* Task: When the line containing "ctx.move_to(337, 35)" appears in the data below, begin copying there and stop only after the line containing "ctx.move_to(756, 35)".

* Records shown:
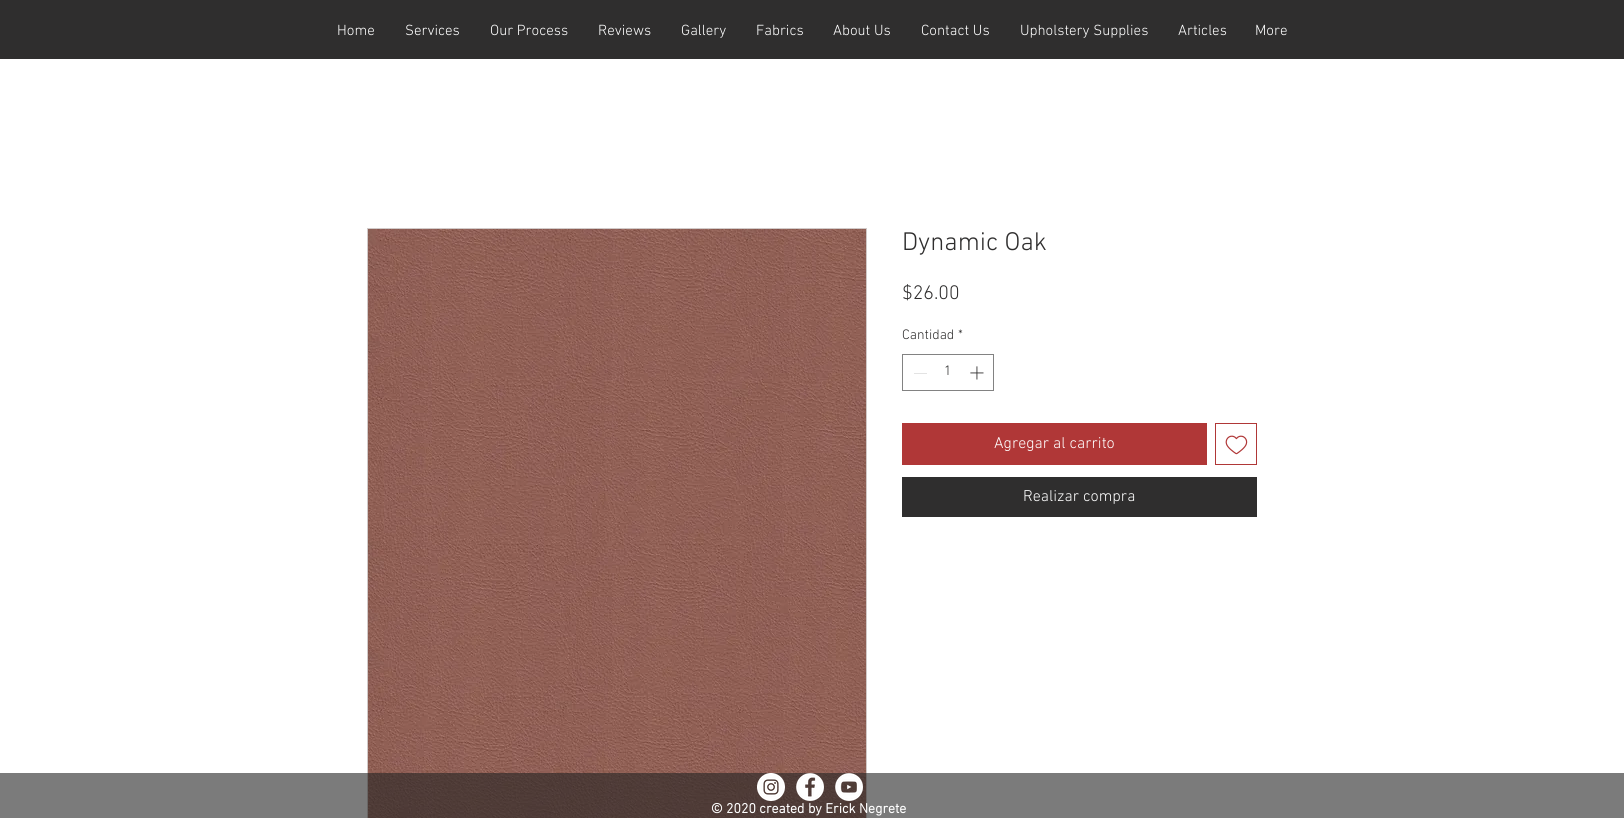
import math
import cairo

surface = cairo.ImageSurface(cairo.FORMAT_RGB24, 1624, 818)
ctx = cairo.Context(surface)
options = cairo.FontOptions()
options.set_hint_metrics(cairo.HINT_METRICS_OFF)
options.set_hint_style(cairo.HINT_STYLE_NONE)
ctx.set_font_options(options)
ctx.set_miter_limit(4)


def picture(path, x, y, w, h):
    ctx.save()
    ctx.set_source_surface(cairo.ImageSurface.create_from_png(path), x, y)
    ctx.rectangle(x, y, w, h)
    ctx.fill()
    ctx.restore()


ctx.set_source_rgb(1, 1, 1)
ctx.paint()
ctx.set_source_rgb(0.184, 0.18, 0.18)
ctx.rectangle(0, 0, 1624, 59)
ctx.fill()
ctx.select_font_face("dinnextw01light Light")
ctx.set_font_size(15)
ctx.set_source_rgb(1, 1, 1)
ctx.move_to(337, 35)
ctx.show_text("Home")
ctx.move_to(405, 35)
ctx.show_text("Services")
ctx.move_to(490, 35)
ctx.show_text("Our Process")
ctx.move_to(598, 35)
ctx.show_text("Reviews")
ctx.move_to(681, 35)
ctx.show_text("Gallery")
ctx.move_to(756, 35)
ctx.show_text("Fabrics")
ctx.move_to(833, 35)
ctx.show_text("About Us")
ctx.move_to(921, 35)
ctx.show_text("Contact Us")
ctx.move_to(1020, 35)
ctx.show_text("Upholstery Supplies")
ctx.move_to(1178, 35)
ctx.show_text("Articles")
ctx.move_to(1255, 35)
ctx.show_text("More")
ctx.rectangle(367.5, 228.5, 499, 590)
ctx.set_source_rgb(0.82, 0.792, 0.788)
ctx.set_line_width(1)
ctx.stroke()
picture("img1.png", 368, 229, 498, 589)
ctx.set_font_size(26)
ctx.set_source_rgb(0.184, 0.18, 0.18)
ctx.move_to(902, 250)
ctx.show_text("Dynamic Oak")
ctx.set_font_size(20)
ctx.move_to(902, 299)
ctx.show_text("$26.00")
ctx.set_font_size(14)
ctx.move_to(902, 339)
ctx.show_text("Cantidad")
ctx.move_to(958, 339)
ctx.show_text("*")
ctx.rectangle(902.5, 354.5, 91, 36)
ctx.set_source_rgb(0.51, 0.51, 0.51)
ctx.stroke()
ctx.set_source_rgb(0.89, 0.89, 0.89)
ctx.rectangle(914, 373, 13, 1)
ctx.fill()
ctx.set_source_rgb(0.184, 0.18, 0.18)
ctx.move_to(944, 375)
ctx.show_text("1")
picture("img2.png", 970, 366, 14, 14)
ctx.set_source_rgb(0.69, 0.216, 0.216)
ctx.rectangle(902, 423, 305, 42)
ctx.fill()
ctx.set_font_size(16)
ctx.set_source_rgb(1, 1, 1)
ctx.move_to(994, 448)
ctx.show_text("Agregar al carrito")
ctx.rectangle(1215.5, 423.5, 41, 41)
ctx.set_source_rgb(0.69, 0.216, 0.216)
ctx.stroke()
picture("img3.png", 1225, 435, 23, 20)
ctx.set_source_rgb(0.184, 0.18, 0.18)
ctx.rectangle(902, 477, 355, 40)
ctx.fill()
ctx.set_source_rgb(1, 1, 1)
ctx.move_to(1023, 501)
ctx.show_text("Realizar compra")
ctx.set_source_rgba(0.137, 0.137, 0.137, 0.6)
ctx.rectangle(0, 773, 1624, 45)
ctx.fill()
picture("img4.png", 757, 773, 28, 28)
picture("img5.png", 796, 773, 28, 28)
picture("img6.png", 835, 773, 28, 28)
ctx.select_font_face("dinnextw01light", cairo.FONT_SLANT_NORMAL, cairo.FONT_WEIGHT_BOLD)
ctx.set_font_size(14)
ctx.set_source_rgb(1, 1, 1)
ctx.move_to(711, 813)
ctx.show_text("© 2020 created by Erick Negrete")
surface.write_to_png("page.png")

* Answer space:
ctx.move_to(337, 35)
ctx.show_text("Home")
ctx.move_to(405, 35)
ctx.show_text("Services")
ctx.move_to(490, 35)
ctx.show_text("Our Process")
ctx.move_to(598, 35)
ctx.show_text("Reviews")
ctx.move_to(681, 35)
ctx.show_text("Gallery")
ctx.move_to(756, 35)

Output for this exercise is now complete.